■ YOUR TASK: Check each line of the data for "nodes", and copy the ones that have it.

※

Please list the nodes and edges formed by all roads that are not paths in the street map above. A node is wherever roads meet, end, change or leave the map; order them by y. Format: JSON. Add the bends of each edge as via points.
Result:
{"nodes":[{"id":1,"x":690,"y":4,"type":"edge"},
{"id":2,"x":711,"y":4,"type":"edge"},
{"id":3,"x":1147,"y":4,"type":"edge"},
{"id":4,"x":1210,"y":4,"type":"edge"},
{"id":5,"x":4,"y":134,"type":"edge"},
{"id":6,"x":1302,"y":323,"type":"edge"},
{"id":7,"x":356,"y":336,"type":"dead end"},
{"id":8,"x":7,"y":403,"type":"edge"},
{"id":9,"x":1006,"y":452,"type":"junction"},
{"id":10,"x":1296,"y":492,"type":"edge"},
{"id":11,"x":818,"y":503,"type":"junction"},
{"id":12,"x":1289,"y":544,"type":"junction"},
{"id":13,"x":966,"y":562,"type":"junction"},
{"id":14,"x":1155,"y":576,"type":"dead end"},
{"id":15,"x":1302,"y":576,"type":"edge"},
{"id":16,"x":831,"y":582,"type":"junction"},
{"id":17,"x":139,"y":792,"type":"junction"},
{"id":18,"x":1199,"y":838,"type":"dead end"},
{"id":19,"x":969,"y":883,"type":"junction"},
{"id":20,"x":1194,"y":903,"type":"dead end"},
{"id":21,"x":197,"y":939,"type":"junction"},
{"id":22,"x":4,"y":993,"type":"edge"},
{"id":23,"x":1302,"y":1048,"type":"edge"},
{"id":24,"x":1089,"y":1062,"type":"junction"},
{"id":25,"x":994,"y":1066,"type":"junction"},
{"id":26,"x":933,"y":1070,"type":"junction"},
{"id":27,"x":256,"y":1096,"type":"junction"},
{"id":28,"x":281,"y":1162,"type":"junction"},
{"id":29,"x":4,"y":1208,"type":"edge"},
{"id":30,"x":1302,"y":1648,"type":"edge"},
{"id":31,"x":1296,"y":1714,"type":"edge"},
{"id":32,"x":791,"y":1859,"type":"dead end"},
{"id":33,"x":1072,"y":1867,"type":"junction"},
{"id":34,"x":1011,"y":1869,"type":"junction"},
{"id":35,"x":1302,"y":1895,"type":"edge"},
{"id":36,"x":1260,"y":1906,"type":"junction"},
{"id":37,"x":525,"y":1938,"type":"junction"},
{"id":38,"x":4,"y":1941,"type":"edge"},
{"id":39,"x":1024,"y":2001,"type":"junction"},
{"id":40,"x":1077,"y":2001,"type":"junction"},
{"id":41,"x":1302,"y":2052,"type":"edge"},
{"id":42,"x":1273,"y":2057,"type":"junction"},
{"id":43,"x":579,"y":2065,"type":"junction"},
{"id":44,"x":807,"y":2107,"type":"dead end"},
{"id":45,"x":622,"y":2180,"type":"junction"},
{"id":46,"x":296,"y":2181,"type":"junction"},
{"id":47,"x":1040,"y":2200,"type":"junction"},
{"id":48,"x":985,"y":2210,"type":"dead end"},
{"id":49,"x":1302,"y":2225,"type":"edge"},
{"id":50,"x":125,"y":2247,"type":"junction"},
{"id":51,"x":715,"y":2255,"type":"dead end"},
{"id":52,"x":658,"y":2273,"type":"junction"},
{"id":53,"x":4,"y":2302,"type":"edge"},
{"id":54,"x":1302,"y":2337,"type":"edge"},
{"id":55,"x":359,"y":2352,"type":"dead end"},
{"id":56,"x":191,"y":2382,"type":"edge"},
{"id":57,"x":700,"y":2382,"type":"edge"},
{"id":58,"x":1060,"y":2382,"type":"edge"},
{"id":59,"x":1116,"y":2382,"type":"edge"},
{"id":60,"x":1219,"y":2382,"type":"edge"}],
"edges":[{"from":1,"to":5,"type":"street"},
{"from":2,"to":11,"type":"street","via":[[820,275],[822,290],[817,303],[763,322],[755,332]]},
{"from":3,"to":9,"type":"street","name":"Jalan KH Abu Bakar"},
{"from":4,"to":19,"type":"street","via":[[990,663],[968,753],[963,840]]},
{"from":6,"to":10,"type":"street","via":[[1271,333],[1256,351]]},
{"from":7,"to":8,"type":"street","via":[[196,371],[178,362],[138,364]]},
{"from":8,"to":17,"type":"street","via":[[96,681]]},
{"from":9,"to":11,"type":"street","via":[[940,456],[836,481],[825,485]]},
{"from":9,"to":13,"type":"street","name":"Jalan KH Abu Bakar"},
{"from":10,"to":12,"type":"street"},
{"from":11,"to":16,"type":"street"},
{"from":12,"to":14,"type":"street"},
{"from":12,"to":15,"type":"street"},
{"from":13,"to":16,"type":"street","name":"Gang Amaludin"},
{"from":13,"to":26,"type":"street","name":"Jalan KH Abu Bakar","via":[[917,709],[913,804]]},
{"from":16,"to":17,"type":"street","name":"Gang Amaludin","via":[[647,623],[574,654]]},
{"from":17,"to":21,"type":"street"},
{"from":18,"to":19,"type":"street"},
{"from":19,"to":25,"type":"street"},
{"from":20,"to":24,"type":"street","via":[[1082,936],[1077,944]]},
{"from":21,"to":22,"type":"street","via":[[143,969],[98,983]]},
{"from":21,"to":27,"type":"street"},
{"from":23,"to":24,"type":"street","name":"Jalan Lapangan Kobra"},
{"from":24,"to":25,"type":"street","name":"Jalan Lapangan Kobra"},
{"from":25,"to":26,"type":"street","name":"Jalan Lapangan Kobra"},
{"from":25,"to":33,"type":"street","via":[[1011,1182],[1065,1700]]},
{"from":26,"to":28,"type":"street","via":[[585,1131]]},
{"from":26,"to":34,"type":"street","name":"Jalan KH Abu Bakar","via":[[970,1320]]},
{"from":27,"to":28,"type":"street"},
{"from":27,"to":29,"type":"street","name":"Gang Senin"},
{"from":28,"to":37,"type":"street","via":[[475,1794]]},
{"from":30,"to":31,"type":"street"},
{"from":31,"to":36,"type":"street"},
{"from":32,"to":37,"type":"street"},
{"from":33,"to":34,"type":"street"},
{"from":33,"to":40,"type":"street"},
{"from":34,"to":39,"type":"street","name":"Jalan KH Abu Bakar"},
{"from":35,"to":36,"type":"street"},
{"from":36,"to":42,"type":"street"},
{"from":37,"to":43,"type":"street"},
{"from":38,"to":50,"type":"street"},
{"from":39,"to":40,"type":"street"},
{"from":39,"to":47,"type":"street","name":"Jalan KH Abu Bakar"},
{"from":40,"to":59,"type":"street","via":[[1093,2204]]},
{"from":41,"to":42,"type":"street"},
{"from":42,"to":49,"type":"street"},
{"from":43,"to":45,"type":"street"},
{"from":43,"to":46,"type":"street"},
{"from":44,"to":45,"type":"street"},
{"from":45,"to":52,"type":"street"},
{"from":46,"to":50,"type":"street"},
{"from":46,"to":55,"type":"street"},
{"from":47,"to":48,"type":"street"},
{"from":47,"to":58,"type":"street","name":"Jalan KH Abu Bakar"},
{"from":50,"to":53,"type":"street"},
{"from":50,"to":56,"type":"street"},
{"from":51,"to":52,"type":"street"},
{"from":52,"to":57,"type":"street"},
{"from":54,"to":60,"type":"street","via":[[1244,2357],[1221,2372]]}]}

※

■ OUTPUT:
Please list the nodes and edges formed by all roads that are not paths in the street map above. A node is wherever roads meet, end, change or leave the map; order them by y. Format: JSON. Add the bends of each edge as via points.
{"nodes":[{"id":1,"x":690,"y":4,"type":"edge"},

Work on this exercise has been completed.